THE PROBLEM: In the entries below, count every line containing "wherever". Return the number and nothing else.

[Collected data]
[Start of Attachment]

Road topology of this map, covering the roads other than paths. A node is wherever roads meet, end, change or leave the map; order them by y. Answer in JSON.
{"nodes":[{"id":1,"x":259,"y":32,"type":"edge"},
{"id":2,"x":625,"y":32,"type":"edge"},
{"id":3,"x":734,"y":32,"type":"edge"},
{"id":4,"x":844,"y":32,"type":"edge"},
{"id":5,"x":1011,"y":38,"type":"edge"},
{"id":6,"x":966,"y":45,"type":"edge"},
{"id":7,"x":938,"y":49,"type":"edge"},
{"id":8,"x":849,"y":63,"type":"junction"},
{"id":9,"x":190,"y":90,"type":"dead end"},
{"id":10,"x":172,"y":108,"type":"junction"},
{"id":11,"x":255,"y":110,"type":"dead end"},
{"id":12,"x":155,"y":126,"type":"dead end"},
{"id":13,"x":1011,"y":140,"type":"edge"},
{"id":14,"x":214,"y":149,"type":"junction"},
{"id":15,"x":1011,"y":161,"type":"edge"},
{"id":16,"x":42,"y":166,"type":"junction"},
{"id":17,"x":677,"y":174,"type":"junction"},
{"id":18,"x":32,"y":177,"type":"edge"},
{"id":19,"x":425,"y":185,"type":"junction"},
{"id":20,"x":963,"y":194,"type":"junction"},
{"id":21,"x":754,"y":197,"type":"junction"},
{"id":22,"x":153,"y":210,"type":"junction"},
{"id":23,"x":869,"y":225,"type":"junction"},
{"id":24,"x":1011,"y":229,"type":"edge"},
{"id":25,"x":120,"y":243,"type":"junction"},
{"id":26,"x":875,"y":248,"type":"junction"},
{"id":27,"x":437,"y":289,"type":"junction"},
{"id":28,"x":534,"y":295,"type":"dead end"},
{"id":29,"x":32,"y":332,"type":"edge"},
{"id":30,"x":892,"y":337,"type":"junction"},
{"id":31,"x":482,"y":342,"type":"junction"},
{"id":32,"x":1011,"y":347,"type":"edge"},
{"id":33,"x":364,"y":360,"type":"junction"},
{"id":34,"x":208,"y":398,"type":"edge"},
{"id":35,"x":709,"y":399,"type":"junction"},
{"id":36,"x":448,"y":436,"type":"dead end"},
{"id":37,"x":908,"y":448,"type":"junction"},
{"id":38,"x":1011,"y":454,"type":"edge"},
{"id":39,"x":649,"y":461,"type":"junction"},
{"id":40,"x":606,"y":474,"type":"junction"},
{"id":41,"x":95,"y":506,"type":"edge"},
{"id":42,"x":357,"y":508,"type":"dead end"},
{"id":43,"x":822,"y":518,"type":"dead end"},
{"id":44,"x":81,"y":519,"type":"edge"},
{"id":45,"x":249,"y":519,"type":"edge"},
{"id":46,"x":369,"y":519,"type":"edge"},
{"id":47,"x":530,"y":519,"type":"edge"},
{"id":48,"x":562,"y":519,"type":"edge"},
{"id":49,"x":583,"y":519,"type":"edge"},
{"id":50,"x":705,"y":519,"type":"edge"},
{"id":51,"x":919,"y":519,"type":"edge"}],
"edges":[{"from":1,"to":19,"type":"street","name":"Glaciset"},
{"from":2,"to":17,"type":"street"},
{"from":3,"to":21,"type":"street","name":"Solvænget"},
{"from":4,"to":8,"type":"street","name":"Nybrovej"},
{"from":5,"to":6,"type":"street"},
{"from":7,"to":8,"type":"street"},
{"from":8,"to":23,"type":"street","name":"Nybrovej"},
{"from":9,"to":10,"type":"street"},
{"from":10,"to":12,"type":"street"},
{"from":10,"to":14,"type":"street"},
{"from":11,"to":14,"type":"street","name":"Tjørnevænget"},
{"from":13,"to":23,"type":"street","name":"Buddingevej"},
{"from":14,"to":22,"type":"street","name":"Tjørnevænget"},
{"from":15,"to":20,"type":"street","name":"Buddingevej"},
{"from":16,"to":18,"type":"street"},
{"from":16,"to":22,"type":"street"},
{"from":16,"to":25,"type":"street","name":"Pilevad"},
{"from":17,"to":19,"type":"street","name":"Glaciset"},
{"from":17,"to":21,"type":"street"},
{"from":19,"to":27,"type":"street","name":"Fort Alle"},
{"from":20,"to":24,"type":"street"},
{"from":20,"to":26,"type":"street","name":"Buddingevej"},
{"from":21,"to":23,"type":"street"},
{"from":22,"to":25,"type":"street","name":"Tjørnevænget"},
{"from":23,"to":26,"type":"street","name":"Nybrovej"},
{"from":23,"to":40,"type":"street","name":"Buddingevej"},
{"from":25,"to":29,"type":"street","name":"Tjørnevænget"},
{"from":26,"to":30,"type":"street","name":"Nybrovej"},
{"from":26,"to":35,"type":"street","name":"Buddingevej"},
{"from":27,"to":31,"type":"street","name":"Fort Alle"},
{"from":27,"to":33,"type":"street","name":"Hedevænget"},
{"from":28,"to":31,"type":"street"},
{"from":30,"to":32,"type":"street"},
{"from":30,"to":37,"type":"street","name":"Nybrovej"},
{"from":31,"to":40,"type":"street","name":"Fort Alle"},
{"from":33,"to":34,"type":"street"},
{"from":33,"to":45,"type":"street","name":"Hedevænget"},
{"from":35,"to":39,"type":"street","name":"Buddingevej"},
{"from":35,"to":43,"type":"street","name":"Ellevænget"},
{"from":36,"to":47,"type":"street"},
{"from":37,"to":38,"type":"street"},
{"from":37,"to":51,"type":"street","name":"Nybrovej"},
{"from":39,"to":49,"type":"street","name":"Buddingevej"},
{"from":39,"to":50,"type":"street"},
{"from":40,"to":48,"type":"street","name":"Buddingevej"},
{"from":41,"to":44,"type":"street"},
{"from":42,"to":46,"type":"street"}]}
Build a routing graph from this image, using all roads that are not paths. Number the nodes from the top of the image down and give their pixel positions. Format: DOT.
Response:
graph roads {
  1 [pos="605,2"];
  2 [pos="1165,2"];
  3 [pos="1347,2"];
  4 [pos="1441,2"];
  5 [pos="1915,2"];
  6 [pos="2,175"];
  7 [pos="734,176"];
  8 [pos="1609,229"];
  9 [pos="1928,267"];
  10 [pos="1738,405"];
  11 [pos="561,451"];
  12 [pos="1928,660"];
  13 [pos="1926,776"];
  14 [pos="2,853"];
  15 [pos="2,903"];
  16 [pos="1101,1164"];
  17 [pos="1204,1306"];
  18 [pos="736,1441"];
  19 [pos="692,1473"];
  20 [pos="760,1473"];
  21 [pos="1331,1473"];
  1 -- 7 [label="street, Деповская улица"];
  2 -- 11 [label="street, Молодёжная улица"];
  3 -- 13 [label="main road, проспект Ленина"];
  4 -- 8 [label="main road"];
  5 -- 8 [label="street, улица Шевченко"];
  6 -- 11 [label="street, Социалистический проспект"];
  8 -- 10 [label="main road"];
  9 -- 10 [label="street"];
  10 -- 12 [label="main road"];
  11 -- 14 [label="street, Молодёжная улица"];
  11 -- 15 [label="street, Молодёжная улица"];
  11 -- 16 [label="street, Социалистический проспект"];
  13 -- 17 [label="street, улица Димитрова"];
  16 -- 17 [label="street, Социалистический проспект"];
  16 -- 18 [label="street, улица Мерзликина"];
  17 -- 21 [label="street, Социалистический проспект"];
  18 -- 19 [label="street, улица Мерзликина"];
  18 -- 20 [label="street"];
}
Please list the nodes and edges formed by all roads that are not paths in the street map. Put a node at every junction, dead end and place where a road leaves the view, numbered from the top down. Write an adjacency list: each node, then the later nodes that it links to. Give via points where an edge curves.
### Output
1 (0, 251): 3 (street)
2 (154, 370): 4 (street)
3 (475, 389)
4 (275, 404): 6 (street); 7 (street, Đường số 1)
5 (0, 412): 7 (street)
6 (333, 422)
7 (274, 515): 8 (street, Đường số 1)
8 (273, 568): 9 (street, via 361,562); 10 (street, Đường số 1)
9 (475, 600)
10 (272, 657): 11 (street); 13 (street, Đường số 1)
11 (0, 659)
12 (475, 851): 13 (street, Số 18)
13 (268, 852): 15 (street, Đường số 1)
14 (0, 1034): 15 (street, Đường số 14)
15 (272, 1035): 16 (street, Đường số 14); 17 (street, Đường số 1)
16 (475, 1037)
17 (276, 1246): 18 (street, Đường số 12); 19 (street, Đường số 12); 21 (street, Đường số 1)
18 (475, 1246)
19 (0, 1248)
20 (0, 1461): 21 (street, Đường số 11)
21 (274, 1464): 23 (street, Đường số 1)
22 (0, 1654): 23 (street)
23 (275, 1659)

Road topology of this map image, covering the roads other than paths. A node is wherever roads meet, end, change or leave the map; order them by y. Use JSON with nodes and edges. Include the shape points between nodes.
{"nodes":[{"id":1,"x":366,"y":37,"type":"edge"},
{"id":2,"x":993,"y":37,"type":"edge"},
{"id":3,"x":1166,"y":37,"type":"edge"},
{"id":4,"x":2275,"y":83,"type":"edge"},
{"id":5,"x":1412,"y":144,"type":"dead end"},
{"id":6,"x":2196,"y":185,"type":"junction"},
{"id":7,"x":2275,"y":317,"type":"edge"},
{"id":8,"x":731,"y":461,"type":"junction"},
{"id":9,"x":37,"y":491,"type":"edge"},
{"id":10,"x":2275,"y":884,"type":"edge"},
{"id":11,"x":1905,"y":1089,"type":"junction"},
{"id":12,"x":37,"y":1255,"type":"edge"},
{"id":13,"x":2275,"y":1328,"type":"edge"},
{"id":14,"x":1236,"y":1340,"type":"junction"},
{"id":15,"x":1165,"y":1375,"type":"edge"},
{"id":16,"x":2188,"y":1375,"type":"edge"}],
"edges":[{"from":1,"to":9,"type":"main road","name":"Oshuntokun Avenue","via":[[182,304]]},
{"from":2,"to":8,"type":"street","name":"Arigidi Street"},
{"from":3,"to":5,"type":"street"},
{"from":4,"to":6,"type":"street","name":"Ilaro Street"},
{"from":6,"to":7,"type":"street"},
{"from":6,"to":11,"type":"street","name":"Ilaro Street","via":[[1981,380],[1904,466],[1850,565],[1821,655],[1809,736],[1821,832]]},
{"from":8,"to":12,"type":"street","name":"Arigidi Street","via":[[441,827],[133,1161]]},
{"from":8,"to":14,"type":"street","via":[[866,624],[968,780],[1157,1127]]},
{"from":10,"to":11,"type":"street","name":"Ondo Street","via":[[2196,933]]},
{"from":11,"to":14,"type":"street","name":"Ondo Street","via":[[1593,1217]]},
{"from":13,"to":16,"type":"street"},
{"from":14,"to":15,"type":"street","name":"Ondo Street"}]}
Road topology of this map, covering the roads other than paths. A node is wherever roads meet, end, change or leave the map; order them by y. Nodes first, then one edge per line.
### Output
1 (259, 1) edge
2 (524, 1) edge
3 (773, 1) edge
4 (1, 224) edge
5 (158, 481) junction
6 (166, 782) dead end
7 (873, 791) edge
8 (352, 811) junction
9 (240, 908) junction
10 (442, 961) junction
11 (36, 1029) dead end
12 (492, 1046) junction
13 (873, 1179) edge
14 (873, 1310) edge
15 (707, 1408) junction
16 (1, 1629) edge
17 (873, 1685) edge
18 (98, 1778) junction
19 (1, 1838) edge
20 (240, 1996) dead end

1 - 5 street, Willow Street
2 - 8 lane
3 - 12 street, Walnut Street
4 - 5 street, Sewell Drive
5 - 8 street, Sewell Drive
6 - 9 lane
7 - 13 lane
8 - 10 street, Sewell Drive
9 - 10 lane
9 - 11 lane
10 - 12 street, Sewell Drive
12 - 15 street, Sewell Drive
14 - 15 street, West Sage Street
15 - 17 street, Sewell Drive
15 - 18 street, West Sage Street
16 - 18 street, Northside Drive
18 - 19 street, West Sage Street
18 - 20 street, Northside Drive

[End of Attachment]

RESULT OF THE TASK: 3